Structured pose outputs
----------

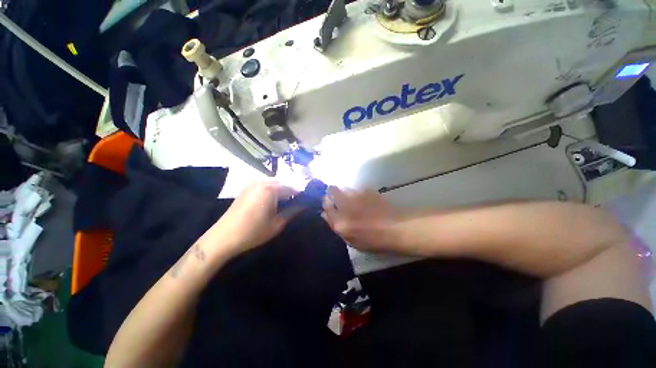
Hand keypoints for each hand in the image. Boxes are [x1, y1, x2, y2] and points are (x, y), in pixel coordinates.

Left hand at [212, 180, 297, 254]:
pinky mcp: (246, 188)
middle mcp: (262, 182)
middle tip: (295, 204)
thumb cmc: (254, 232)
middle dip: (290, 192)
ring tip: (285, 204)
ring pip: (273, 184)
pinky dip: (271, 191)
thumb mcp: (277, 223)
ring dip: (281, 191)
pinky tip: (272, 202)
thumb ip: (292, 211)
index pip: (292, 188)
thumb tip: (304, 204)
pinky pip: (264, 185)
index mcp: (271, 189)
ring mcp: (252, 184)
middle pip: (283, 184)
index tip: (305, 202)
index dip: (300, 195)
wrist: (223, 238)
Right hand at [322, 186, 406, 252]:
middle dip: (332, 192)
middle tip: (337, 196)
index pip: (326, 206)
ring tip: (352, 198)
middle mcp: (346, 207)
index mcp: (340, 222)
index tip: (328, 201)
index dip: (326, 202)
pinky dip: (357, 192)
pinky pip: (357, 189)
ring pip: (344, 188)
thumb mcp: (352, 241)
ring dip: (344, 191)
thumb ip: (337, 227)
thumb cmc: (374, 241)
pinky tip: (363, 199)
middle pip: (333, 192)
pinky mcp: (367, 192)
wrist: (396, 229)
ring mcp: (357, 197)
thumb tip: (325, 214)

----------

• **DIRECTIONS**: Every record above should be transcribed exactly; the pictures stay out of the copy.

• **OUTPUT FOR THIS EXERCISE**:
Hand keypoints for each hand in the image. Boxes are [x1, y1, x2, y2] and points are (x, y), in pixel coordinates.

Left hand at [212, 180, 297, 254]:
pinky mcp: (246, 188)
middle mcp: (262, 182)
middle tip: (295, 204)
thumb cmc: (254, 232)
middle dip: (290, 192)
ring tip: (285, 204)
ring pip: (273, 184)
pinky dip: (271, 191)
thumb mcp: (277, 223)
ring dip: (281, 191)
pinky tip: (272, 202)
thumb ip: (292, 211)
index pip: (292, 188)
thumb tip: (304, 204)
pinky pip: (264, 185)
index mcp: (271, 189)
ring mcp: (252, 184)
middle pip: (283, 184)
index tip: (305, 202)
index dip: (300, 195)
wrist: (223, 238)
Right hand at [322, 186, 406, 252]:
middle dip: (332, 192)
middle tip: (337, 196)
index pip: (326, 206)
ring tip: (352, 198)
middle mcp: (346, 207)
index mcp: (340, 222)
index tip: (328, 201)
index dip: (326, 202)
pinky dip: (357, 192)
pinky pip: (357, 189)
ring pip: (344, 188)
thumb mcp: (352, 241)
ring dip: (344, 191)
thumb ip: (337, 227)
thumb cmc: (374, 241)
pinky tip: (363, 199)
middle pip: (333, 192)
pinky mcp: (367, 192)
wrist: (396, 229)
ring mcp: (357, 197)
thumb tip: (325, 214)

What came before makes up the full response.